─── Stored data
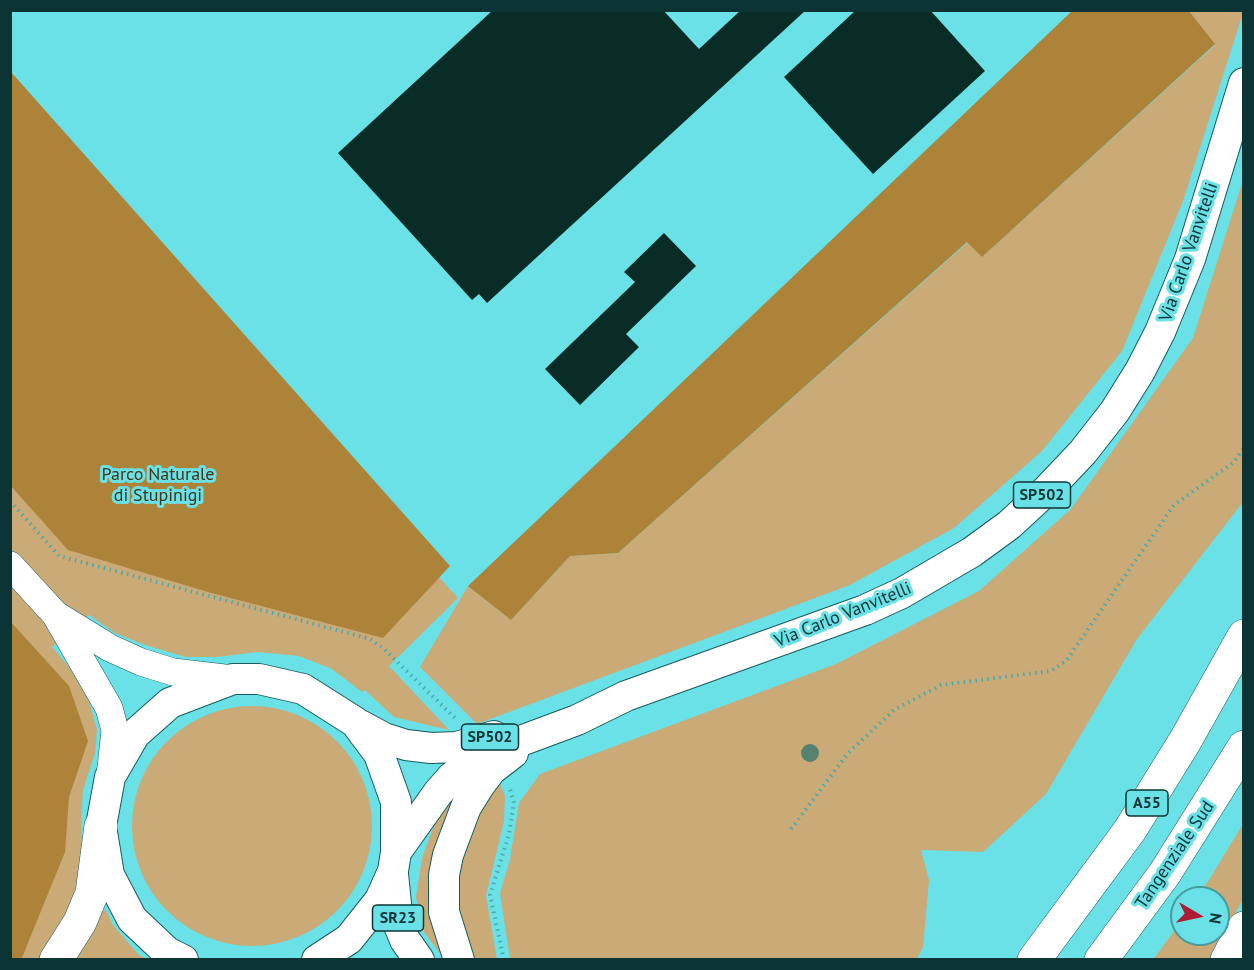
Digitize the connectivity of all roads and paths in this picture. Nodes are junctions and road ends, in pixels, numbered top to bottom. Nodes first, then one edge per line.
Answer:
1 (1244, 83) edge
2 (1244, 448) edge
3 (10, 501) edge
4 (10, 565) edge
5 (54, 614) junction
6 (1244, 636) edge
7 (233, 679) junction
8 (626, 696) junction
9 (355, 722) junction
10 (459, 723) dead end
11 (543, 732) junction
12 (1244, 747) edge
13 (110, 777) junction
14 (509, 786) dead end
15 (101, 826) junction
16 (791, 829) dead end
17 (395, 862) junction
18 (1244, 928) edge
19 (56, 960) edge
20 (183, 960) edge
21 (317, 960) edge
22 (419, 960) edge
23 (459, 960) edge
24 (504, 960) edge
25 (1034, 960) edge
26 (1101, 960) edge
27 (1227, 960) edge

1 - 8 main road, Via Carlo Vanvitelli / SP502
2 - 16 path
3 - 10 path
4 - 5 main road
5 - 7 main road
5 - 13 main road
6 - 25 highway, A55
7 - 9 main road, Via Carlo Vanvitelli
7 - 13 main road
8 - 9 main road, Via Carlo Vanvitelli / SP502
8 - 11 main road, Via Carlo Vanvitelli / SP502
9 - 17 main road
11 - 17 main road, Via Carlo Vanvitelli / SP502
11 - 23 main road, SP502
12 - 26 highway, Tangenziale Sud
13 - 15 main road
14 - 24 path
15 - 19 highway
15 - 20 main road
17 - 21 main road
17 - 22 main road, SR23
18 - 27 highway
──────
◆ **What needs to be done**: Give back the data verbatim. The pictures are not part of the copy.

◆ **Written response**:
Digitize the connectivity of all roads and paths in this picture. Nodes are junctions and road ends, in pixels, numbered top to bottom. Nodes first, then one edge per line.
Answer:
1 (1244, 83) edge
2 (1244, 448) edge
3 (10, 501) edge
4 (10, 565) edge
5 (54, 614) junction
6 (1244, 636) edge
7 (233, 679) junction
8 (626, 696) junction
9 (355, 722) junction
10 (459, 723) dead end
11 (543, 732) junction
12 (1244, 747) edge
13 (110, 777) junction
14 (509, 786) dead end
15 (101, 826) junction
16 (791, 829) dead end
17 (395, 862) junction
18 (1244, 928) edge
19 (56, 960) edge
20 (183, 960) edge
21 (317, 960) edge
22 (419, 960) edge
23 (459, 960) edge
24 (504, 960) edge
25 (1034, 960) edge
26 (1101, 960) edge
27 (1227, 960) edge

1 - 8 main road, Via Carlo Vanvitelli / SP502
2 - 16 path
3 - 10 path
4 - 5 main road
5 - 7 main road
5 - 13 main road
6 - 25 highway, A55
7 - 9 main road, Via Carlo Vanvitelli
7 - 13 main road
8 - 9 main road, Via Carlo Vanvitelli / SP502
8 - 11 main road, Via Carlo Vanvitelli / SP502
9 - 17 main road
11 - 17 main road, Via Carlo Vanvitelli / SP502
11 - 23 main road, SP502
12 - 26 highway, Tangenziale Sud
13 - 15 main road
14 - 24 path
15 - 19 highway
15 - 20 main road
17 - 21 main road
17 - 22 main road, SR23
18 - 27 highway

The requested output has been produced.